=== Begin Enclosure ===

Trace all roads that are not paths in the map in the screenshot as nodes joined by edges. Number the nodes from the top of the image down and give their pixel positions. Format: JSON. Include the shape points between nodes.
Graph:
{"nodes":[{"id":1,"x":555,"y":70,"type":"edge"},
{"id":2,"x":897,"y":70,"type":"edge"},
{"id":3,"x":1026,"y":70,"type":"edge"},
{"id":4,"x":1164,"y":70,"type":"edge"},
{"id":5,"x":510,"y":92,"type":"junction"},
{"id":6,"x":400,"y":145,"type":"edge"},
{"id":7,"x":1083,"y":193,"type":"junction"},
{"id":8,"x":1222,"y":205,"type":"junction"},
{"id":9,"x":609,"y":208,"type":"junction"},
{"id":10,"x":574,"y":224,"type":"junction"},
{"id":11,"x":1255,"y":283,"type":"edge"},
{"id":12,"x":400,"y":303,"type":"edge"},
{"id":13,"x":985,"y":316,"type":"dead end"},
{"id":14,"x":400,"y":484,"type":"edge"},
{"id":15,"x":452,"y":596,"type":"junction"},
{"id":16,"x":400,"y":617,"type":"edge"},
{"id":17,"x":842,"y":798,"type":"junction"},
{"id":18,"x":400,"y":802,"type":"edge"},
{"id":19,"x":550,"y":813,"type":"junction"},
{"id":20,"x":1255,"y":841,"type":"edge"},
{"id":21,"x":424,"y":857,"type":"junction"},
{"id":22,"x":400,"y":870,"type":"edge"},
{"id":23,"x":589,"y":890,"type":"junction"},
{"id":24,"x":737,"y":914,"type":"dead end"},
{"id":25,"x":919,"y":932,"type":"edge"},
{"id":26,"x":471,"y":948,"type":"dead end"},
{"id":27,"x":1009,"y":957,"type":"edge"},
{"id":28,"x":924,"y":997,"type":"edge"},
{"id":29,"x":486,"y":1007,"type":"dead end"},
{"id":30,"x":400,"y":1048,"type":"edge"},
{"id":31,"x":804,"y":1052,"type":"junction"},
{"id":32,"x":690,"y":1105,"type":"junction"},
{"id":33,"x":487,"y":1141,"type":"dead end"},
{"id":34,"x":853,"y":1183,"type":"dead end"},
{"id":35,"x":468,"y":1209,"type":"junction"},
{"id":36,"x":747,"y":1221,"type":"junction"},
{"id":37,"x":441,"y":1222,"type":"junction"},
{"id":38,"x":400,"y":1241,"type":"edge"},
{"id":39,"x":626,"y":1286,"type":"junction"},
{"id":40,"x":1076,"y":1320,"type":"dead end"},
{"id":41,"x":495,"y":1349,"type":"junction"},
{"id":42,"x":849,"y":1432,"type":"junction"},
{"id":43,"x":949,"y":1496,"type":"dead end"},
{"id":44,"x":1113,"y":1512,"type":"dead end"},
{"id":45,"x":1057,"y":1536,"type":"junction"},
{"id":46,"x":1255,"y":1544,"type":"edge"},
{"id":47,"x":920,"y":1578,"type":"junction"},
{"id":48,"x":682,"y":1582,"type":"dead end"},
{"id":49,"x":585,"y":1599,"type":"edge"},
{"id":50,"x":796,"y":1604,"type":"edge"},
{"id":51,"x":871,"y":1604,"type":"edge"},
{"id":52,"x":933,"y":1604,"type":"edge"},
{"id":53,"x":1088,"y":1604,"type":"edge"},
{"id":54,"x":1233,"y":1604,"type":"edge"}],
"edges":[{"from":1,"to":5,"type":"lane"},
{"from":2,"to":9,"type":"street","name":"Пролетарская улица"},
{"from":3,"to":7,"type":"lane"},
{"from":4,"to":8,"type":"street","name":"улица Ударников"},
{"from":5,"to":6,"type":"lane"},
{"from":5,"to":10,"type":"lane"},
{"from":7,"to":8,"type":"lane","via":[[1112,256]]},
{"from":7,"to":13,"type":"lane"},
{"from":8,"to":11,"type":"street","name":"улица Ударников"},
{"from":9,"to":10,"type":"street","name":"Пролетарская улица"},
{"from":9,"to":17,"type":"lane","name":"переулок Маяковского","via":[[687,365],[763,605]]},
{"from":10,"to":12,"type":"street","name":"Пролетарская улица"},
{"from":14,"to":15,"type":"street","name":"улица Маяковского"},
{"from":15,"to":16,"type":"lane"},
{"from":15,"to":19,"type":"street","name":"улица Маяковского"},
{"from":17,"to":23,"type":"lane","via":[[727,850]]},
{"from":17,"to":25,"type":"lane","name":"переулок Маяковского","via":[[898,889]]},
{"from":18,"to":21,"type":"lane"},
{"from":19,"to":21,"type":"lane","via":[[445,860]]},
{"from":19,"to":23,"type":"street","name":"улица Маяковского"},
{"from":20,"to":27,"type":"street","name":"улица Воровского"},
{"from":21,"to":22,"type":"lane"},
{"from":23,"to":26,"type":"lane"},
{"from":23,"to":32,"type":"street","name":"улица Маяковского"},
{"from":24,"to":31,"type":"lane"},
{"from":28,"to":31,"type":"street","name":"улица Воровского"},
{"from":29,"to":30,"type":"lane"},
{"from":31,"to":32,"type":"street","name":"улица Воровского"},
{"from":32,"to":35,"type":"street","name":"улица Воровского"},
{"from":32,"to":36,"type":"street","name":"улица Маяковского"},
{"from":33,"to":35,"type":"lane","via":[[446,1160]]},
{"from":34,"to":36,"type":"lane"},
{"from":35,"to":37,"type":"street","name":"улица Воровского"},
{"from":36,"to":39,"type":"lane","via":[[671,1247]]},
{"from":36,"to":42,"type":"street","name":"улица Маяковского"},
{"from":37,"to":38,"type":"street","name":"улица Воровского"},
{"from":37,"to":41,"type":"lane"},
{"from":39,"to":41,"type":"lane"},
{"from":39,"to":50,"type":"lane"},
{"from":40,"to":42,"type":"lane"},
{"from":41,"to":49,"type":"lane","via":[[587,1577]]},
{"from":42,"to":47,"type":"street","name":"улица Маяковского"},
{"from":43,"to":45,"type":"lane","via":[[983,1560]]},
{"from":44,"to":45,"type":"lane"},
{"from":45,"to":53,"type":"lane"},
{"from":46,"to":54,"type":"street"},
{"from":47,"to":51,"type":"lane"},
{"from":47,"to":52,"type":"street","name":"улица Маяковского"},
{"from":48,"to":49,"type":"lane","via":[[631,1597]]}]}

=== End Enclosure ===

» **Work required**: Extract from the data every line where "Маяковского" shows up.

» **Response to the task**:
{"from":9,"to":17,"type":"lane","name":"переулок Маяковского","via":[[687,365],[763,605]]},
{"from":14,"to":15,"type":"street","name":"улица Маяковского"},
{"from":15,"to":19,"type":"street","name":"улица Маяковского"},
{"from":17,"to":25,"type":"lane","name":"переулок Маяковского","via":[[898,889]]},
{"from":19,"to":23,"type":"street","name":"улица Маяковского"},
{"from":23,"to":32,"type":"street","name":"улица Маяковского"},
{"from":32,"to":36,"type":"street","name":"улица Маяковского"},
{"from":36,"to":42,"type":"street","name":"улица Маяковского"},
{"from":42,"to":47,"type":"street","name":"улица Маяковского"},
{"from":47,"to":52,"type":"street","name":"улица Маяковского"},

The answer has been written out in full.